Property testing in graphical models: testing small separation numbers

TL;DR

This paper introduces a new property testing method for graphical models that efficiently determines if the underlying graph has a small separation number using only a limited number of correlation queries.

Contribution

It develops a divide-and-conquer testing procedure that requires subquadratic correlation queries to identify graphs with small separation numbers, including trees.

Findings

Efficient testing of small separation number graphs with few correlation queries

Applicable to general graphical models, including trees

Provides a simple, scalable testing approach

Abstract

In many statistical applications, the dimension is too large to handle for standard high-dimensional machine learning procedures.
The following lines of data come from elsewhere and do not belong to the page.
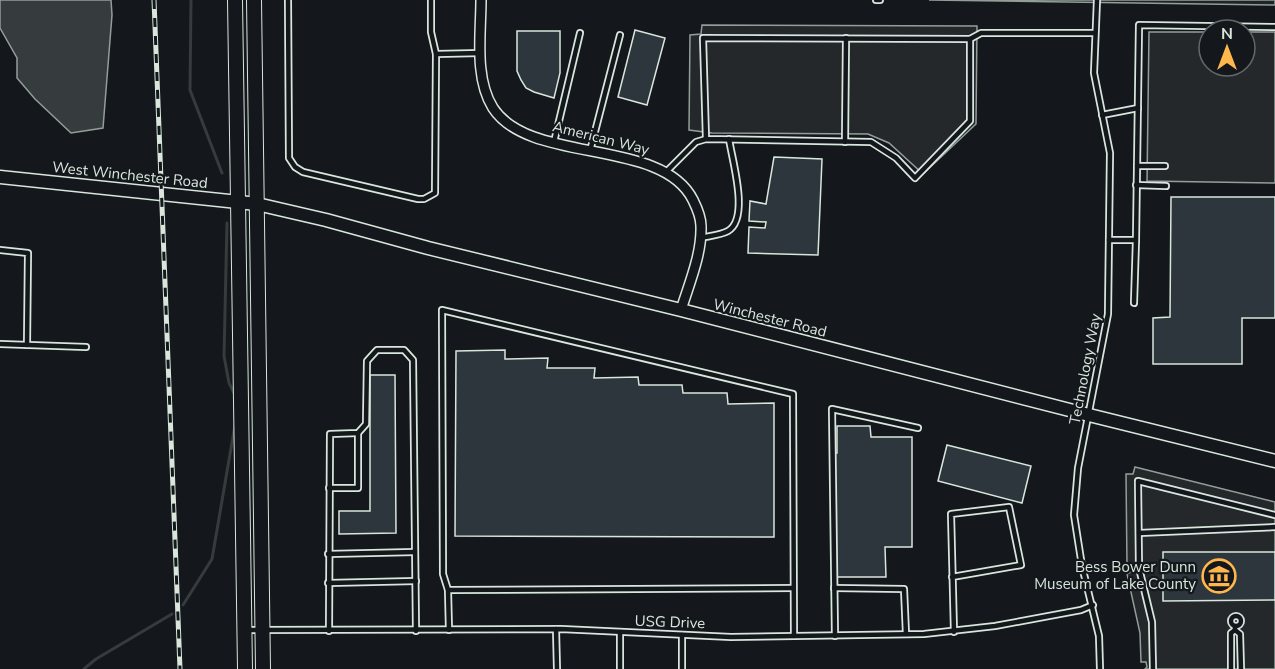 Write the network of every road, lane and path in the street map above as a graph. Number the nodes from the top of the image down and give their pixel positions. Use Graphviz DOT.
graph roads {
  1 [pos="235,0"];
  2 [pos="254,0"];
  3 [pos="288,0"];
  4 [pos="431,0"];
  5 [pos="480,0"];
  6 [pos="1097,0"];
  7 [pos="1275,27"];
  8 [pos="580,33"];
  9 [pos="1095,33"];
  10 [pos="620,34"];
  11 [pos="846,38"];
  12 [pos="970,39"];
  13 [pos="481,53"];
  14 [pos="436,54"];
  15 [pos="1138,108"];
  16 [pos="1102,115"];
  17 [pos="706,139"];
  18 [pos="729,139"];
  19 [pos="554,142"];
  20 [pos="845,142"];
  21 [pos="590,151"];
  22 [pos="1137,166"];
  23 [pos="1165,166"];
  24 [pos="666,172"];
  25 [pos="0,177"];
  26 [pos="1136,185"];
  27 [pos="1166,186"];
  28 [pos="237,202"];
  29 [pos="256,204"];
  30 [pos="700,238"];
  31 [pos="1109,240"];
  32 [pos="1136,240"];
  33 [pos="0,250"];
  34 [pos="1134,303"];
  35 [pos="681,310"];
  36 [pos="0,345"];
  37 [pos="27,345"];
  38 [pos="86,347"];
  39 [pos="1089,415"];
  40 [pos="918,428"];
  41 [pos="358,433"];
  42 [pos="1275,461"];
  43 [pos="329,488"];
  44 [pos="1275,515"];
  45 [pos="1275,527"];
  46 [pos="1139,533"];
  47 [pos="415,552"];
  48 [pos="328,554"];
  49 [pos="952,577"];
  50 [pos="416,581"];
  51 [pos="328,583"];
  52 [pos="794,588"];
  53 [pos="834,588"];
  54 [pos="448,590"];
  55 [pos="1093,605"];
  56 [pos="556,629"];
  57 [pos="244,630"];
  58 [pos="262,630"];
  59 [pos="449,630"];
  60 [pos="329,631"];
  61 [pos="416,631"];
  62 [pos="620,632"];
  63 [pos="954,632"];
  64 [pos="906,634"];
  65 [pos="682,635"];
  66 [pos="794,636"];
  67 [pos="835,636"];
  68 [pos="245,669"];
  69 [pos="263,669"];
  70 [pos="556,669"];
  71 [pos="620,669"];
  72 [pos="682,669"];
  73 [pos="1100,669"];
  74 [pos="1153,669"];
  75 [pos="1231,669"];
  76 [pos="1241,669"];
  1 -- 28 [label="main road"];
  2 -- 29 [label="main road"];
  3 -- 14 [label="lane"];
  4 -- 14 [label="lane"];
  5 -- 13 [label="street, American Way"];
  6 -- 9 [label="lane, Technology Way"];
  7 -- 15 [label="lane"];
  8 -- 19 [label="lane"];
  9 -- 12 [label="lane"];
  9 -- 16 [label="lane, Technology Way"];
  10 -- 21 [label="lane"];
  11 -- 12 [label="lane"];
  11 -- 17 [label="lane"];
  11 -- 20 [label="lane"];
  12 -- 20 [label="lane"];
  13 -- 14 [label="lane"];
  13 -- 19 [label="street, American Way"];
  15 -- 16 [label="lane"];
  15 -- 22 [label="lane"];
  16 -- 31 [label="lane, Technology Way"];
  17 -- 18 [label="lane"];
  17 -- 24 [label="lane"];
  18 -- 20 [label="lane"];
  18 -- 30 [label="lane"];
  19 -- 21 [label="street, American Way"];
  21 -- 24 [label="street, American Way"];
  22 -- 23 [label="lane"];
  22 -- 26 [label="lane"];
  24 -- 30 [label="street, American Way"];
  25 -- 28 [label="main road, West Winchester Road"];
  26 -- 27 [label="lane"];
  26 -- 32 [label="lane"];
  28 -- 29 [label="main road, West Winchester Road"];
  28 -- 57 [label="main road"];
  29 -- 35 [label="main road, Winchester Road"];
  29 -- 58 [label="main road"];
  30 -- 35 [label="street, American Way"];
  31 -- 32 [label="lane"];
  31 -- 39 [label="lane, Technology Way"];
  32 -- 34 [label="lane"];
  33 -- 37 [label="lane"];
  35 -- 39 [label="main road, Winchester Road"];
  36 -- 37 [label="lane"];
  37 -- 38 [label="lane"];
  39 -- 42 [label="main road, Winchester Road"];
  39 -- 55 [label="lane, Technology Way"];
  40 -- 53 [label="lane"];
  41 -- 43 [label="lane"];
  41 -- 43 [label="lane"];
  41 -- 47 [label="lane"];
  43 -- 48 [label="lane"];
  44 -- 46 [label="lane"];
  45 -- 46 [label="lane"];
  46 -- 74 [label="lane"];
  47 -- 48 [label="lane"];
  47 -- 50 [label="lane"];
  48 -- 51 [label="lane"];
  49 -- 49 [label="lane"];
  49 -- 63 [label="lane"];
  50 -- 51 [label="lane"];
  50 -- 61 [label="lane"];
  51 -- 60 [label="lane"];
  52 -- 54 [label="lane"];
  52 -- 54 [label="lane"];
  52 -- 66 [label="lane"];
  53 -- 64 [label="lane"];
  53 -- 67 [label="lane"];
  54 -- 59 [label="lane"];
  55 -- 63 [label="lane, USG Drive"];
  55 -- 73 [label="lane, Technology Way"];
  56 -- 59 [label="lane, USG Drive"];
  56 -- 62 [label="lane, USG Drive"];
  56 -- 70 [label="lane"];
  57 -- 58 [label="lane, USG Drive"];
  57 -- 68 [label="main road"];
  58 -- 60 [label="lane, USG Drive"];
  58 -- 69 [label="main road"];
  59 -- 61 [label="lane, USG Drive"];
  60 -- 61 [label="lane, USG Drive"];
  62 -- 65 [label="lane, USG Drive"];
  62 -- 71 [label="lane"];
  63 -- 64 [label="lane, USG Drive"];
  64 -- 67 [label="lane, USG Drive"];
  65 -- 66 [label="lane, USG Drive"];
  65 -- 72 [label="lane"];
  66 -- 67 [label="lane, USG Drive"];
  75 -- 76 [label="lane"];
}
This is particularly true for graphical models, where the interpretation of a large graph is difficult and learning its structure is often computationally impossible either because the underlying graph is not sufficiently sparse or the number of vertices is too large. To address this issue, we develop a procedure to test a property of a graph underlying a graphical model that requires only a subquadratic number of correlation queries (i.e., we require that the algorithm only can access a tiny fraction of the covariance matrix). This provides a conceptually simple test to determine whether the underlying graph is a tree or, more generally, if it has a small separation number, a quantity closely related to the treewidth of the graph. The proposed method is a divide-and-conquer algorithm that can be applied to quite general graphical models.